Dramatist Alludes to Dispute as He Accepts CUNY Honor

Alluding to the controversy, Mr. Kushner said the honorary doctorate would remain “the most interesting one I had to work hardest to get,” and he praised the forces that led to his receiving it.

“Behind it there stands a shining community of people, of spirits of whom I’m proud to be able to call myself kindred,” he said, “who believe in the necessity of honest exchanges of ideas and opinions, who understand that life is a struggle to synthesize, to find a balance between responsibility and freedom, strategy and truth, survival and ethical humanity.”

The CUNY board of trustees voted last month to deny the degree at the urging of a trustee, Jeffrey S. Wiesenfeld, who denounced Mr. Kushner’s views on Israel and branded him “a Jewish anti-Semite.”

The playwright has said that while he has been critical of Israel’s actions in the West Bank and Gaza, he unconditionally supports Israel’s right to exist.

Amid an onslaught of criticism, CUNY reversed the decision.

On Friday, Mr.
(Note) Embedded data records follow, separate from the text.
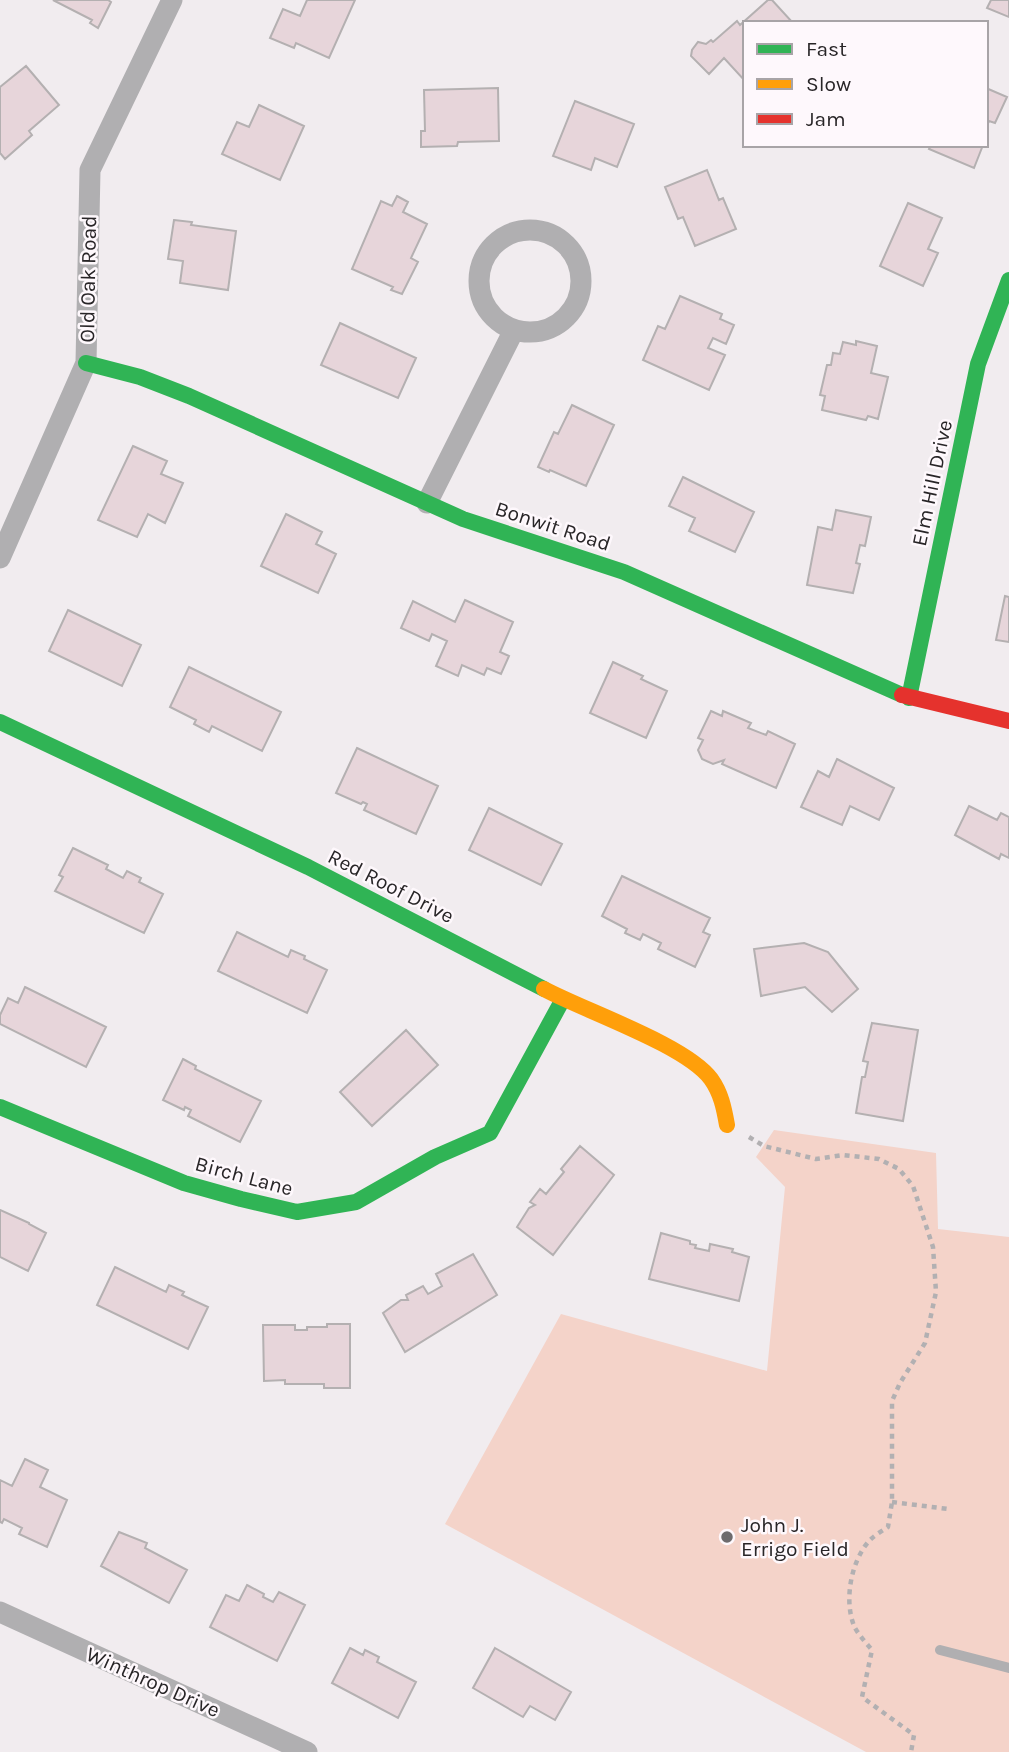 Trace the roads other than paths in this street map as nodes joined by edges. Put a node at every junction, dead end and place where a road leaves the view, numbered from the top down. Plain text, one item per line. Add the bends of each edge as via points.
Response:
1 (172, 0) edge
2 (1009, 280) edge
3 (514, 330) junction
4 (86, 363) junction
5 (427, 503) junction
6 (0, 558) edge
7 (909, 698) junction
8 (1009, 721) edge
9 (0, 722) edge
10 (563, 999) junction
11 (0, 1107) edge
12 (727, 1125) road end
13 (0, 1612) edge
14 (940, 1650) dead end
15 (1009, 1668) edge
16 (307, 1752) edge

1 - 4 street, Old Oak Road via 90,170
2 - 7 street, Elm Hill Drive via 978,364
3 - 3 street via 549,329 575,307 581,291 576,257 550,233 533,229 502,237 481,263 479,288 488,311
3 - 5 street
4 - 5 street, Bonwit Road via 189,396
4 - 6 street, Old Oak Road
5 - 7 street, Bonwit Road via 624,572
7 - 8 street, Bonwit Road
9 - 10 street, Red Roof Drive via 308,867
10 - 11 street, Birch Lane via 490,1133 435,1157 356,1202 297,1212 242,1199 184,1183
10 - 12 street, Red Roof Drive via 687,1058 709,1078 722,1099
13 - 16 street, Winthrop Drive
14 - 15 lane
Kushner, who won the Pulitzer Prize for his play “Angels in America,” told new graduates of the John Jay College of Criminal Justice that they, too, must engage with society’s thorniest issues. He urged them to “find the human in yourself by finding the citizen in yourself, the activist, the hero in yourself.”

Saying they faced a “beset and besieged world” where slavery masquerades as freedom, Mr. Kushner urged them to respond to the planet’s cries for help.

“There’s injustice everywhere,” he said. “There’s artificial scarcity everywhere. There’s desperate human need, poverty and untreated illness and exploitation everywhere. Everywhere in the world is in need of repair, so fix it. Solve these things.”

Outside the graduation ceremonies, a small group of protesters denounced Mr. Kushner’s selection as a speaker in a public university.